Desired outcome: After implementing rate limiting and throttling, your organization can maintain the stability and performance of their AI applications.

Benefits of establishing this best practice:

Level of risk exposed if this best practice is not established: Medium

Implementation guidance

Implementing rate limiting and throttling is crucial for the stability of generative AI applications. This practice controls incoming request rates to reduce the risk of system overload, helping to provide consistent performance and availability. It protects against traffic spikes, can act as one of the mitigations to denial-of-service attacks, and promotes fair usage. Benefits include reliable performance, enhanced security, optimized resource utilization, and improved user experience, which align with key principles of reliability, performance efficiency, security, and cost optimization.

When designing generative AI systems, consider the limitations of source systems, and implement appropriate measures. The level of parallelism achievable may be constrained by the source system's capacity, necessitating the implementation of throttling mechanisms and backoff techniques. Amazon Bedrock, like other AWS services, has default quotas (formerly known as limits) that apply to your account. These quotas are in place to help maintain steady service performance and appropriate usage. Given the potential for occasional disruptions and errors in source systems, robust error handling and retry logic should be incorporated into the application architecture. These measures improve success rates, resiliency in your application, and user experience.

The embedding model has important performance considerations in your application, regardless of whether it's deployed locally within the pipeline or accessed as an external service. Embedding models, as foundational models that operate on GPUs, have finite processing capacity. For locally-run models, workload distribution must be carefully managed based on available GPU capacity. When using external models, avoid overloading the service with excessive requests. In both scenarios, the level of parallelism is determined by the embedding model's capabilities not by the compute resources of the batch processing system. This highlights the importance of efficient resource allocation and optimization strategies.

Implementation steps

  1. Understand your Amazon Bedrock quotas.

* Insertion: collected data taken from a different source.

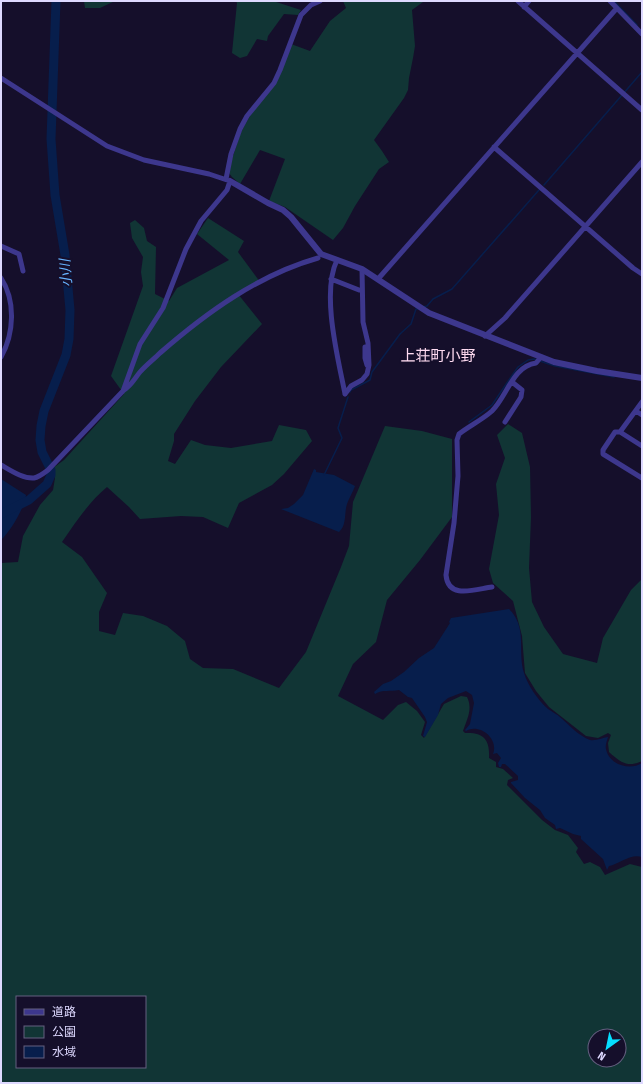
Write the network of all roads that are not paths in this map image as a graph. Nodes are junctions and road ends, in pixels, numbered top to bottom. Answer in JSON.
{"nodes":[{"id":1,"x":320,"y":1,"type":"edge"},
{"id":2,"x":518,"y":1,"type":"edge"},
{"id":3,"x":529,"y":1,"type":"edge"},
{"id":4,"x":610,"y":1,"type":"edge"},
{"id":5,"x":309,"y":3,"type":"edge"},
{"id":6,"x":524,"y":7,"type":"junction"},
{"id":7,"x":617,"y":8,"type":"junction"},
{"id":8,"x":642,"y":34,"type":"edge"},
{"id":9,"x":576,"y":53,"type":"junction"},
{"id":10,"x":1,"y":78,"type":"edge"},
{"id":11,"x":642,"y":110,"type":"edge"},
{"id":12,"x":494,"y":147,"type":"junction"},
{"id":13,"x":642,"y":162,"type":"edge"},
{"id":14,"x":228,"y":180,"type":"junction"},
{"id":15,"x":586,"y":227,"type":"junction"},
{"id":16,"x":1,"y":246,"type":"edge"},
{"id":17,"x":318,"y":258,"type":"dead end"},
{"id":18,"x":337,"y":260,"type":"junction"},
{"id":19,"x":23,"y":270,"type":"dead end"},
{"id":20,"x":362,"y":272,"type":"junction"},
{"id":21,"x":642,"y":274,"type":"edge"},
{"id":22,"x":1,"y":278,"type":"edge"},
{"id":23,"x":331,"y":279,"type":"junction"},
{"id":24,"x":378,"y":279,"type":"junction"},
{"id":25,"x":359,"y":290,"type":"junction"},
{"id":26,"x":485,"y":336,"type":"junction"},
{"id":27,"x":1,"y":357,"type":"edge"},
{"id":28,"x":541,"y":357,"type":"junction"},
{"id":29,"x":369,"y":367,"type":"junction"},
{"id":30,"x":642,"y":378,"type":"edge"},
{"id":31,"x":512,"y":382,"type":"junction"},
{"id":32,"x":123,"y":391,"type":"junction"},
{"id":33,"x":642,"y":402,"type":"edge"},
{"id":34,"x":636,"y":411,"type":"junction"},
{"id":35,"x":642,"y":415,"type":"edge"},
{"id":36,"x":505,"y":422,"type":"dead end"},
{"id":37,"x":620,"y":432,"type":"junction"},
{"id":38,"x":642,"y":446,"type":"edge"},
{"id":39,"x":1,"y":465,"type":"edge"},
{"id":40,"x":642,"y":478,"type":"edge"},
{"id":41,"x":492,"y":587,"type":"dead end"}],
"edges":[{"from":1,"to":5,"type":"street"},
{"from":2,"to":6,"type":"street"},
{"from":3,"to":6,"type":"street"},
{"from":4,"to":7,"type":"street"},
{"from":5,"to":14,"type":"street"},
{"from":6,"to":9,"type":"street"},
{"from":7,"to":8,"type":"street"},
{"from":7,"to":9,"type":"street"},
{"from":9,"to":11,"type":"street"},
{"from":9,"to":12,"type":"street"},
{"from":10,"to":14,"type":"street"},
{"from":12,"to":15,"type":"street"},
{"from":12,"to":24,"type":"street"},
{"from":13,"to":15,"type":"street"},
{"from":14,"to":18,"type":"street"},
{"from":14,"to":32,"type":"street"},
{"from":15,"to":21,"type":"street"},
{"from":15,"to":26,"type":"street"},
{"from":16,"to":19,"type":"street"},
{"from":17,"to":32,"type":"street"},
{"from":18,"to":20,"type":"street"},
{"from":18,"to":23,"type":"street"},
{"from":20,"to":24,"type":"street"},
{"from":20,"to":25,"type":"street"},
{"from":20,"to":29,"type":"street"},
{"from":22,"to":27,"type":"street"},
{"from":23,"to":25,"type":"street"},
{"from":23,"to":29,"type":"street"},
{"from":24,"to":26,"type":"street"},
{"from":25,"to":29,"type":"street"},
{"from":26,"to":28,"type":"street"},
{"from":28,"to":30,"type":"street"},
{"from":28,"to":31,"type":"street"},
{"from":31,"to":36,"type":"street"},
{"from":31,"to":41,"type":"street"},
{"from":32,"to":39,"type":"street"},
{"from":33,"to":34,"type":"street"},
{"from":34,"to":35,"type":"street"},
{"from":34,"to":37,"type":"street"},
{"from":37,"to":38,"type":"street"},
{"from":37,"to":40,"type":"street"}]}
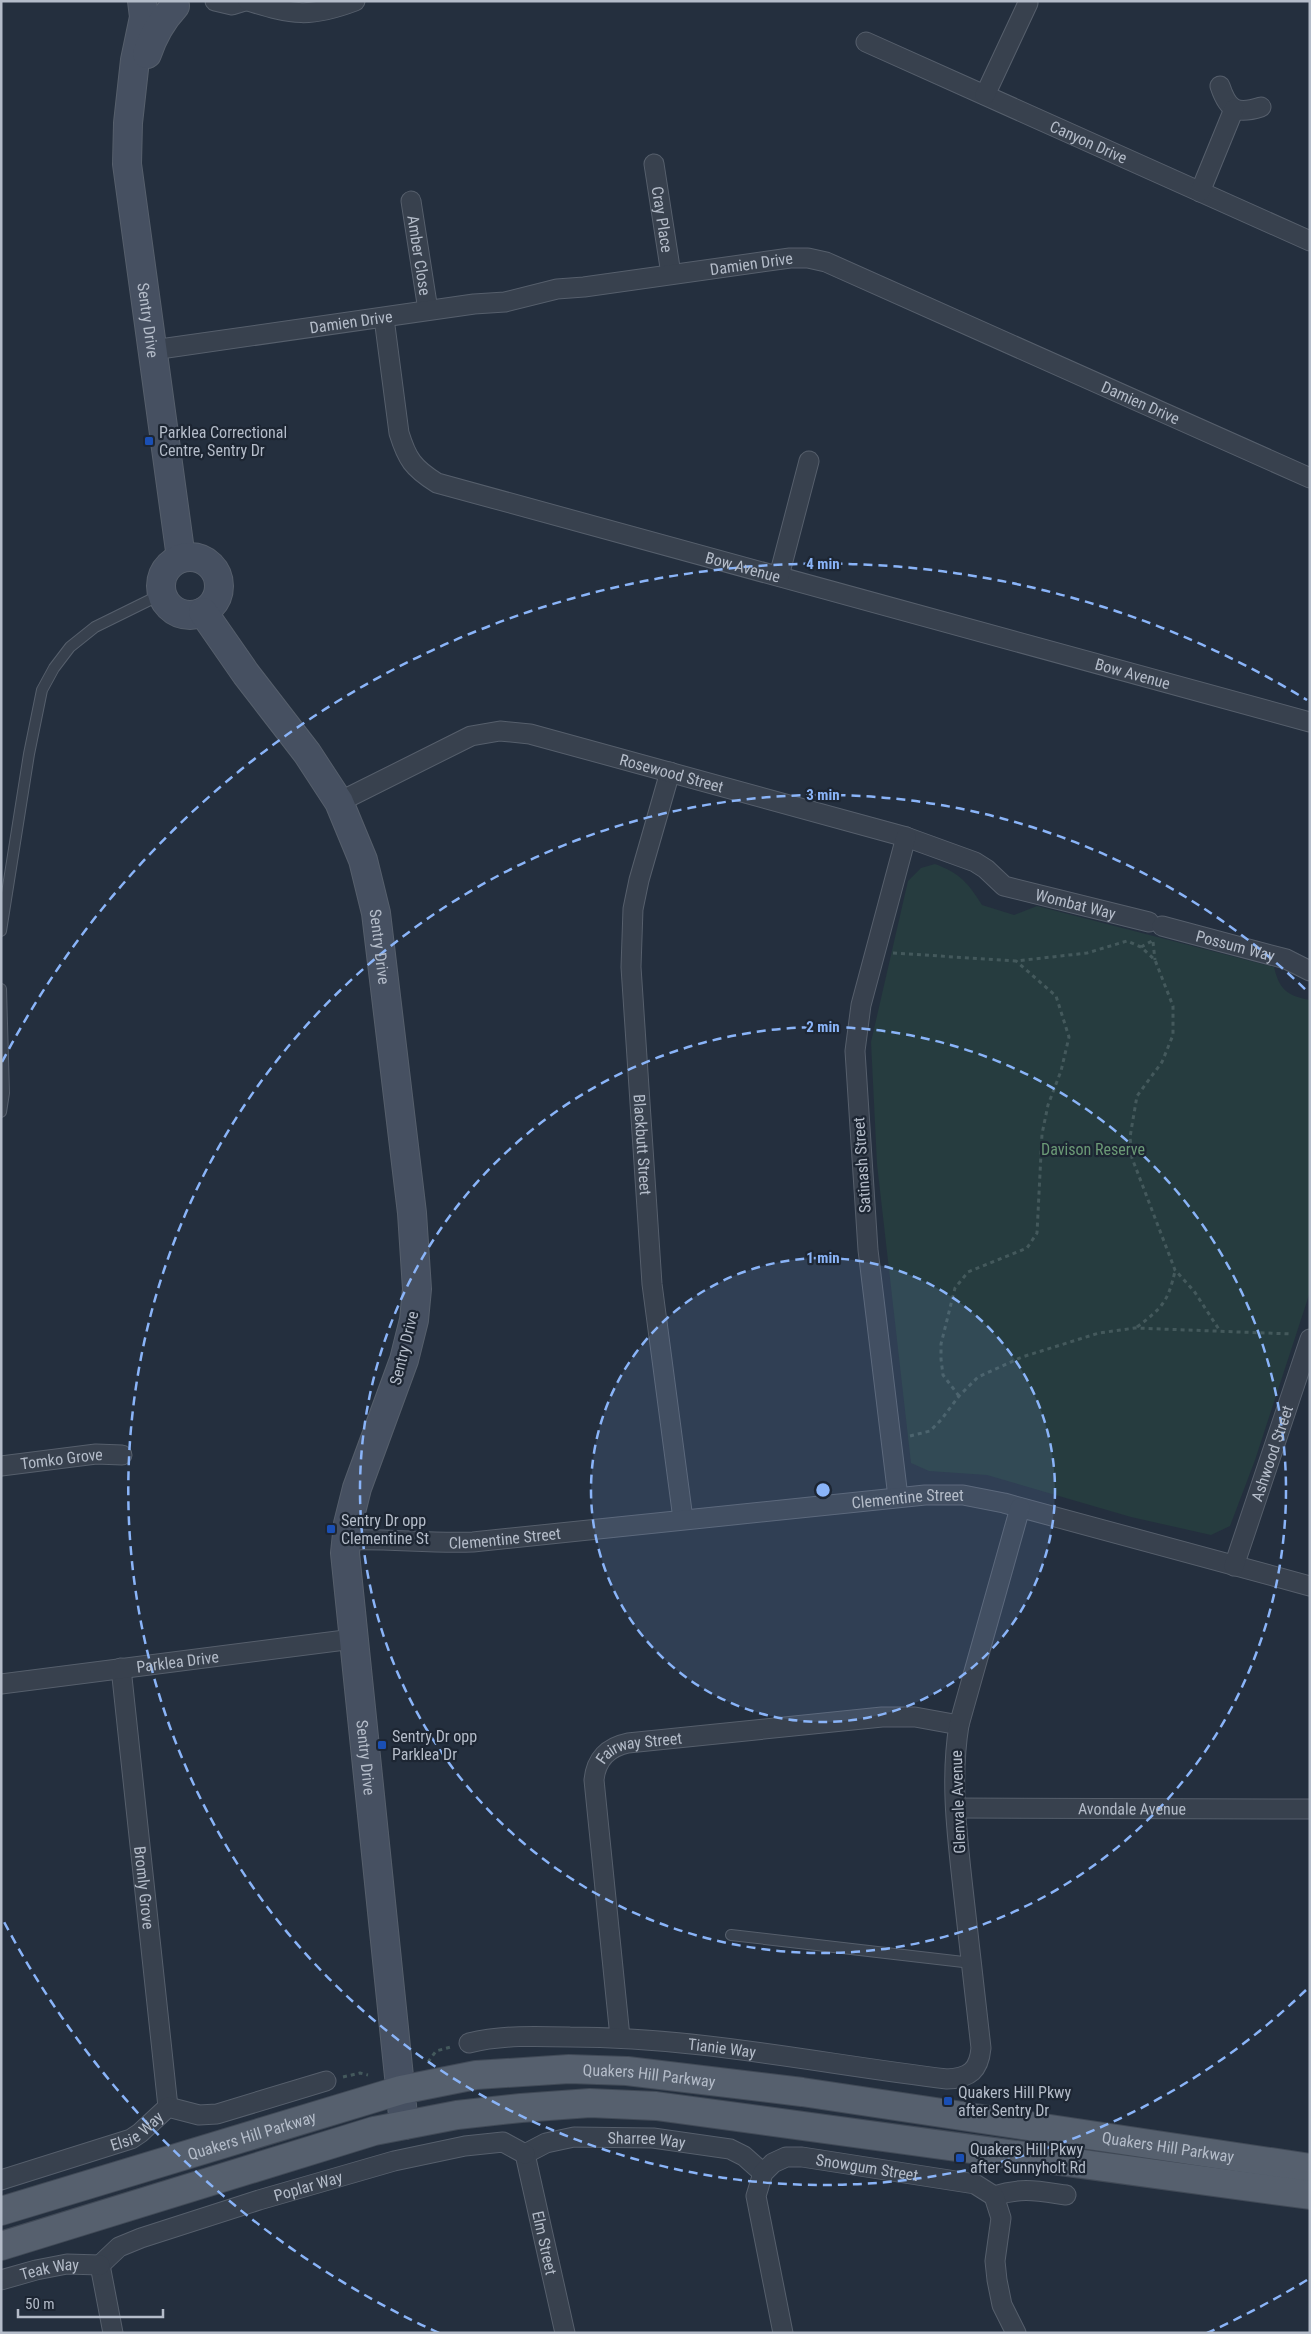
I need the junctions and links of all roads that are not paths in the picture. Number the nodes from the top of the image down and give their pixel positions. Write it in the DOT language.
graph roads {
  1 [pos="142,1"];
  2 [pos="148,1"];
  3 [pos="215,1"];
  4 [pos="247,1"];
  5 [pos="355,1"];
  6 [pos="184,3"];
  7 [pos="1028,3"];
  8 [pos="866,42"];
  9 [pos="134,83"];
  10 [pos="1220,86"];
  11 [pos="985,95"];
  12 [pos="1261,107"];
  13 [pos="1234,109"];
  14 [pos="654,164"];
  15 [pos="1200,192"];
  16 [pos="411,201"];
  17 [pos="1310,241"];
  18 [pos="671,274"];
  19 [pos="428,310"];
  20 [pos="384,318"];
  21 [pos="153,350"];
  22 [pos="809,461"];
  23 [pos="1310,478"];
  24 [pos="181,558"];
  25 [pos="779,576"];
  26 [pos="162,594"];
  27 [pos="203,612"];
  28 [pos="1310,722"];
  29 [pos="670,772"];
  30 [pos="339,802"];
  31 [pos="906,837"];
  32 [pos="6,866"];
  33 [pos="1004,886"];
  34 [pos="1155,930"];
  35 [pos="1,931"];
  36 [pos="1309,971"];
  37 [pos="1,989"];
  38 [pos="1,1112"];
  39 [pos="1305,1337"];
  40 [pos="122,1455"];
  41 [pos="1,1466"];
  42 [pos="898,1497"];
  43 [pos="1020,1508"];
  44 [pos="683,1519"];
  45 [pos="346,1540"];
  46 [pos="1234,1566"];
  47 [pos="1310,1586"];
  48 [pos="354,1639"];
  49 [pos="121,1668"];
  50 [pos="1,1684"];
  51 [pos="959,1725"];
  52 [pos="956,1808"];
  53 [pos="1310,1809"];
  54 [pos="730,1935"];
  55 [pos="972,1963"];
  56 [pos="620,2037"];
  57 [pos="468,2043"];
  58 [pos="973,2072"];
  59 [pos="326,2081"];
  60 [pos="401,2090"];
  61 [pos="168,2107"];
  62 [pos="404,2125"];
  63 [pos="525,2154"];
  64 [pos="1310,2161"];
  65 [pos="1278,2163"];
  66 [pos="1310,2168"];
  67 [pos="762,2173"];
  68 [pos="1,2180"];
  69 [pos="1066,2195"];
  70 [pos="1310,2195"];
  71 [pos="994,2196"];
  72 [pos="1,2211"];
  73 [pos="1,2246"];
  74 [pos="100,2265"];
  75 [pos="1,2280"];
  76 [pos="113,2333"];
  77 [pos="565,2333"];
  78 [pos="783,2333"];
  79 [pos="1016,2333"];
  1 -- 9 [label="street, Sentry Drive"];
  2 -- 6 [label="street"];
  3 -- 4 [label="street"];
  4 -- 5 [label="street"];
  6 -- 9 [label="street, Sentry Drive"];
  7 -- 11 [label="street"];
  8 -- 11 [label="street, Canyon Drive"];
  9 -- 21 [label="street, Sentry Drive"];
  10 -- 13 [label="street"];
  11 -- 15 [label="street, Canyon Drive"];
  12 -- 13 [label="street"];
  13 -- 15 [label="street"];
  14 -- 18 [label="street, Cray Place"];
  15 -- 17 [label="street, Canyon Drive"];
  16 -- 19 [label="street, Amber Close"];
  18 -- 19 [label="street, Damien Drive"];
  18 -- 23 [label="street, Damien Drive"];
  19 -- 20 [label="street, Damien Drive"];
  20 -- 21 [label="street, Damien Drive"];
  20 -- 25 [label="street, Bow Avenue"];
  21 -- 24 [label="street, Sentry Drive"];
  22 -- 25 [label="street"];
  24 -- 26 [label="street"];
  24 -- 27 [label="street"];
  25 -- 28 [label="street, Bow Avenue"];
  26 -- 27 [label="street"];
  26 -- 32 [label="lane"];
  27 -- 30 [label="street, Sentry Drive"];
  29 -- 30 [label="street, Rosewood Street"];
  29 -- 31 [label="street, Rosewood Street"];
  29 -- 44 [label="street, Blackbutt Street"];
  30 -- 45 [label="street, Sentry Drive"];
  31 -- 33 [label="street, Rosewood Street"];
  31 -- 42 [label="street, Satinash Street"];
  32 -- 35 [label="lane"];
  33 -- 34 [label="street, Wombat Way"];
  34 -- 36 [label="street, Possum Way"];
  37 -- 38 [label="lane"];
  39 -- 46 [label="street, Ashwood Street"];
  40 -- 41 [label="street, Tomko Grove"];
  42 -- 43 [label="street, Clementine Street"];
  42 -- 44 [label="street, Clementine Street"];
  43 -- 46 [label="street, Clementine Street"];
  43 -- 51 [label="street, Glenvale Avenue"];
  44 -- 45 [label="street, Clementine Street"];
  45 -- 48 [label="street, Sentry Drive"];
  46 -- 47 [label="street, Clementine Street"];
  48 -- 49 [label="street, Parklea Drive"];
  48 -- 60 [label="street, Sentry Drive"];
  49 -- 50 [label="street, Parklea Drive"];
  49 -- 61 [label="street, Bromly Grove"];
  51 -- 52 [label="street, Glenvale Avenue"];
  51 -- 56 [label="street, Fairway Street"];
  52 -- 53 [label="street, Avondale Avenue"];
  52 -- 55 [label="street, Glenvale Avenue"];
  54 -- 55 [label="lane"];
  55 -- 58 [label="street, Glenvale Avenue"];
  56 -- 57 [label="street, Tianie Way"];
  56 -- 58 [label="street, Tianie Way"];
  59 -- 61 [label="street, Elsie Way"];
  60 -- 62 [label="street, Sentry Drive"];
  60 -- 65 [label="main road, Quakers Hill Parkway"];
  60 -- 72 [label="main road, Quakers Hill Parkway"];
  61 -- 68 [label="street, Elsie Way"];
  62 -- 70 [label="main road, Quakers Hill Parkway"];
  62 -- 73 [label="main road, Quakers Hill Parkway"];
  63 -- 67 [label="street, Sharree Way"];
  63 -- 74 [label="street, Poplar Way"];
  63 -- 77 [label="street, Elm Street"];
  64 -- 65 [label="main road"];
  65 -- 66 [label="main road, Quakers Hill Parkway"];
  67 -- 71 [label="street, Snowgum Street"];
  67 -- 78 [label="street"];
  69 -- 71 [label="street"];
  71 -- 79 [label="street"];
  74 -- 75 [label="street, Teak Way"];
  74 -- 76 [label="street"];
}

    • Quotas may apply to various aspects of Amazon Bedrock usage, such as API request rates, token usage, or concurrent model invocations

    • You can view the current quotas for Amazon Bedrock through the Service Quotas dashboard in the AWS Management Console

    • Default quotas may be updated based on factors such as regional availability and usage patterns

    • Some quotas may be specific to particular models or model families within Amazon Bedrock

    • Some quotas may be adjustable, allowing you to request an increase through the Service Quotas console

    • For quotas that cannot be adjusted through Service Quotas, contact Support for guidance

  2. Implement throttling mechanisms.

    • Use Amazon API Gateway for rate limiting to control the number of requests

  3. Implement backoff techniques.

    • Use exponential backoff with jitter to handle transient errors effectively

    • Integrate with AWS SDK for Javascript's built-in retry mechanisms for seamless error recovery

  4. Design retry logic.

    • Implement idempotent operations where possible to facilitate safe retries

    • Use AWS Step Functions for managing complex retry workflows

    • Consider circuit breaker patterns for failing fast in case of repeated failures

  5. Implement continuous monitoring and optimization.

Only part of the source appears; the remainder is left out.